What the exercise asks -> These records are to be written out exactly as they read, minus the pictures.

Exercise input ->
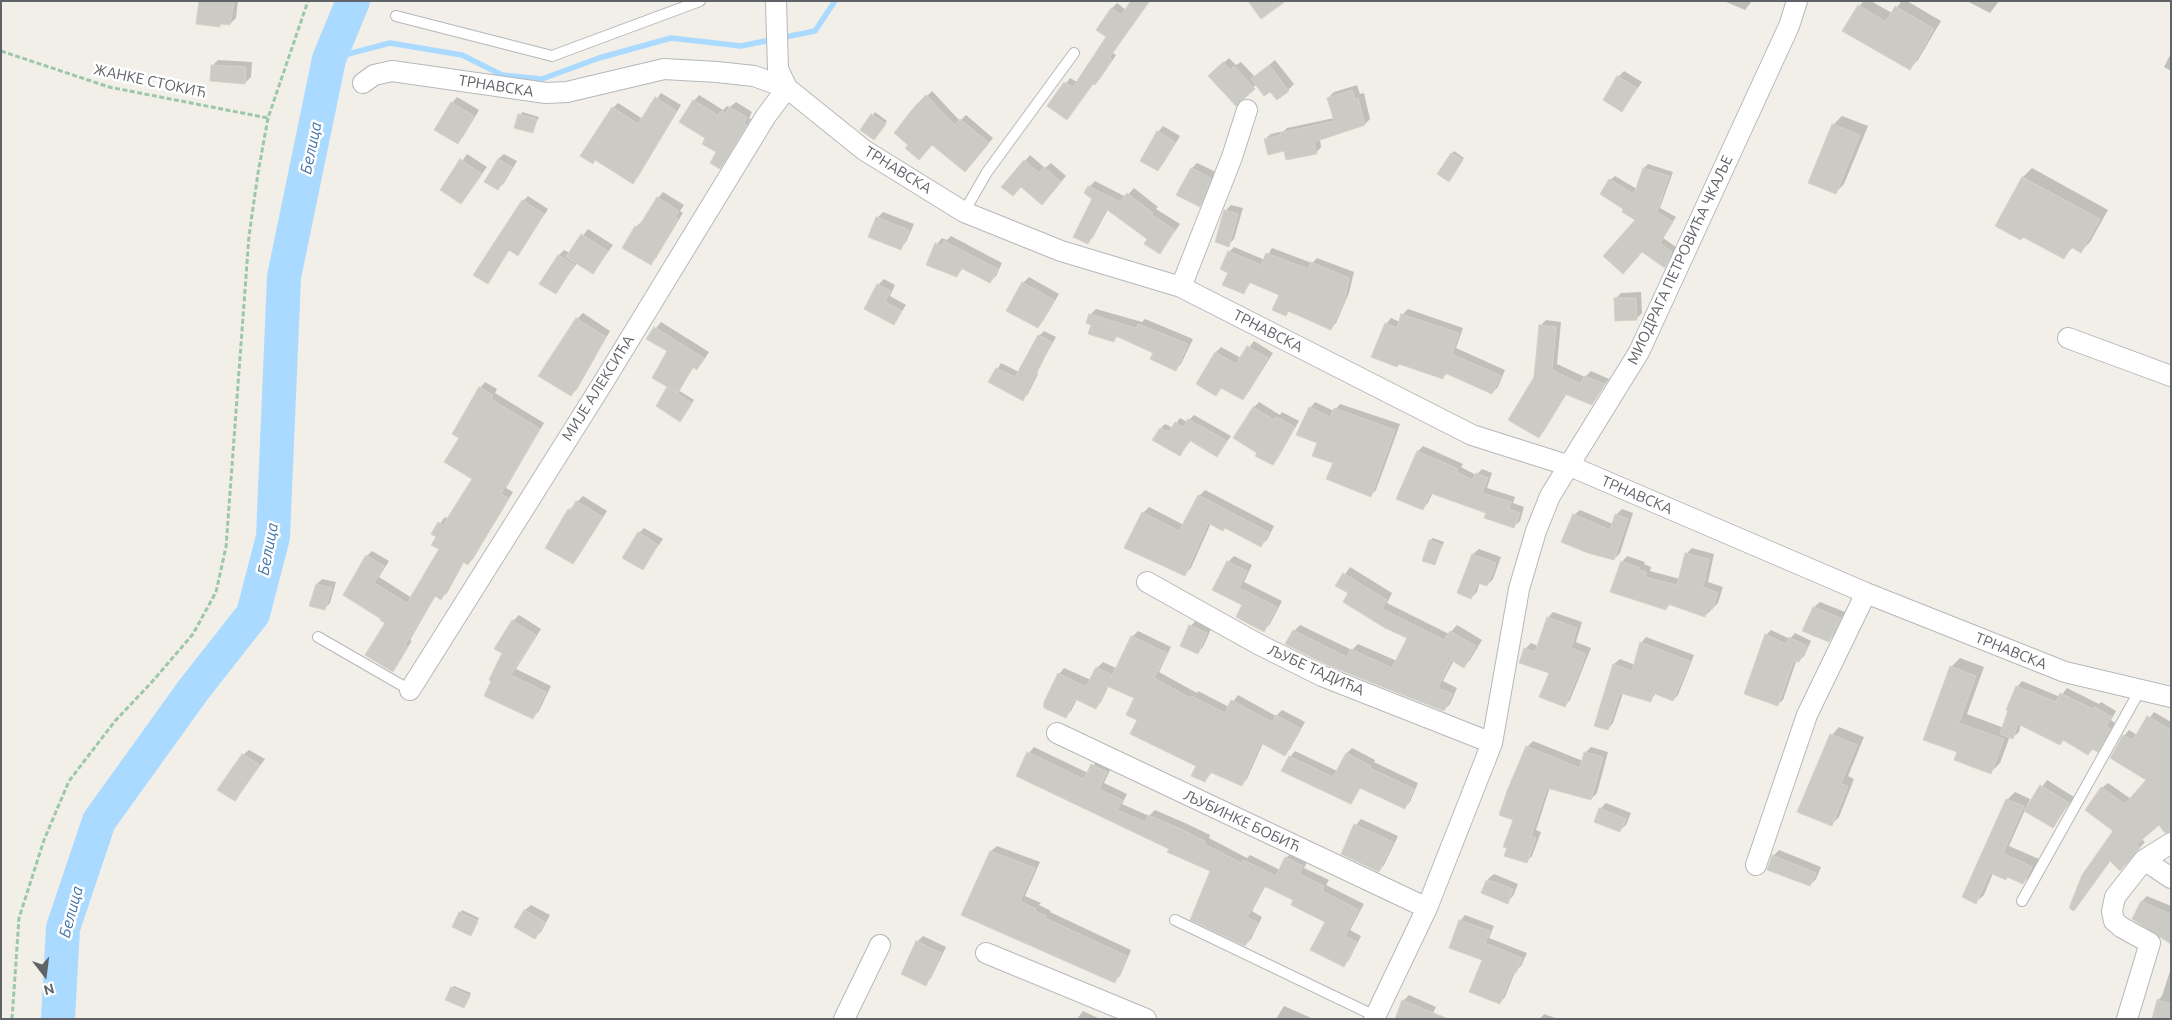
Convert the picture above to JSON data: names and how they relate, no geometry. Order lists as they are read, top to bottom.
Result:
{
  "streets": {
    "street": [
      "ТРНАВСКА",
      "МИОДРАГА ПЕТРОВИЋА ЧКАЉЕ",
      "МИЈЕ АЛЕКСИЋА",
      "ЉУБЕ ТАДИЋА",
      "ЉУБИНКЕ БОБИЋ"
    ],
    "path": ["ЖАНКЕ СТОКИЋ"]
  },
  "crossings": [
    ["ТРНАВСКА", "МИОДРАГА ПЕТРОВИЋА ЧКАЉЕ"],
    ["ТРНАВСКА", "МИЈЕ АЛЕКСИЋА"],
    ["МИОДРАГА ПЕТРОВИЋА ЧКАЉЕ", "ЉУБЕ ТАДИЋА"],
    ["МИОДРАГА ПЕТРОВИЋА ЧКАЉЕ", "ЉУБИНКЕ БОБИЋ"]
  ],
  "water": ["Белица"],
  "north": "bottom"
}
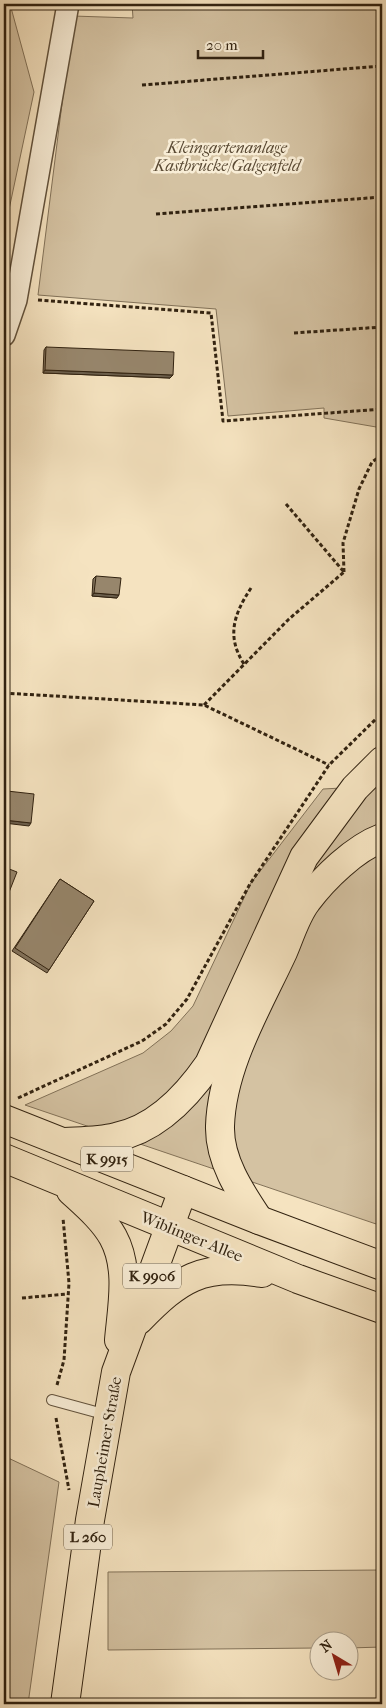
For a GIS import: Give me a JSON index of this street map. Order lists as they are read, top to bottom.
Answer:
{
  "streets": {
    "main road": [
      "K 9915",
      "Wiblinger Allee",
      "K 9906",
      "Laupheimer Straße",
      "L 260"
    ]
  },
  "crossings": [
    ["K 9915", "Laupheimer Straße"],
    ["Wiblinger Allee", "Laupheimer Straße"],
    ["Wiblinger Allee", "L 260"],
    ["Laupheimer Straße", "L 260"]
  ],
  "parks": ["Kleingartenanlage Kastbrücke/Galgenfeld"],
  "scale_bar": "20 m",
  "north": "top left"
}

Your solution ->
Convert the picture above to JSON data: names and how they relate, no geometry. Order lists as they are read, top to bottom.
Result:
{
  "streets": {
    "street": [
      "ТРНАВСКА",
      "МИОДРАГА ПЕТРОВИЋА ЧКАЉЕ",
      "МИЈЕ АЛЕКСИЋА",
      "ЉУБЕ ТАДИЋА",
      "ЉУБИНКЕ БОБИЋ"
    ],
    "path": ["ЖАНКЕ СТОКИЋ"]
  },
  "crossings": [
    ["ТРНАВСКА", "МИОДРАГА ПЕТРОВИЋА ЧКАЉЕ"],
    ["ТРНАВСКА", "МИЈЕ АЛЕКСИЋА"],
    ["МИОДРАГА ПЕТРОВИЋА ЧКАЉЕ", "ЉУБЕ ТАДИЋА"],
    ["МИОДРАГА ПЕТРОВИЋА ЧКАЉЕ", "ЉУБИНКЕ БОБИЋ"]
  ],
  "water": ["Белица"],
  "north": "bottom"
}
For a GIS import: Give me a JSON index of this street map. Order lists as they are read, top to bottom.
Answer:
{
  "streets": {
    "main road": [
      "K 9915",
      "Wiblinger Allee",
      "K 9906",
      "Laupheimer Straße",
      "L 260"
    ]
  },
  "crossings": [
    ["K 9915", "Laupheimer Straße"],
    ["Wiblinger Allee", "Laupheimer Straße"],
    ["Wiblinger Allee", "L 260"],
    ["Laupheimer Straße", "L 260"]
  ],
  "parks": ["Kleingartenanlage Kastbrücke/Galgenfeld"],
  "scale_bar": "20 m",
  "north": "top left"
}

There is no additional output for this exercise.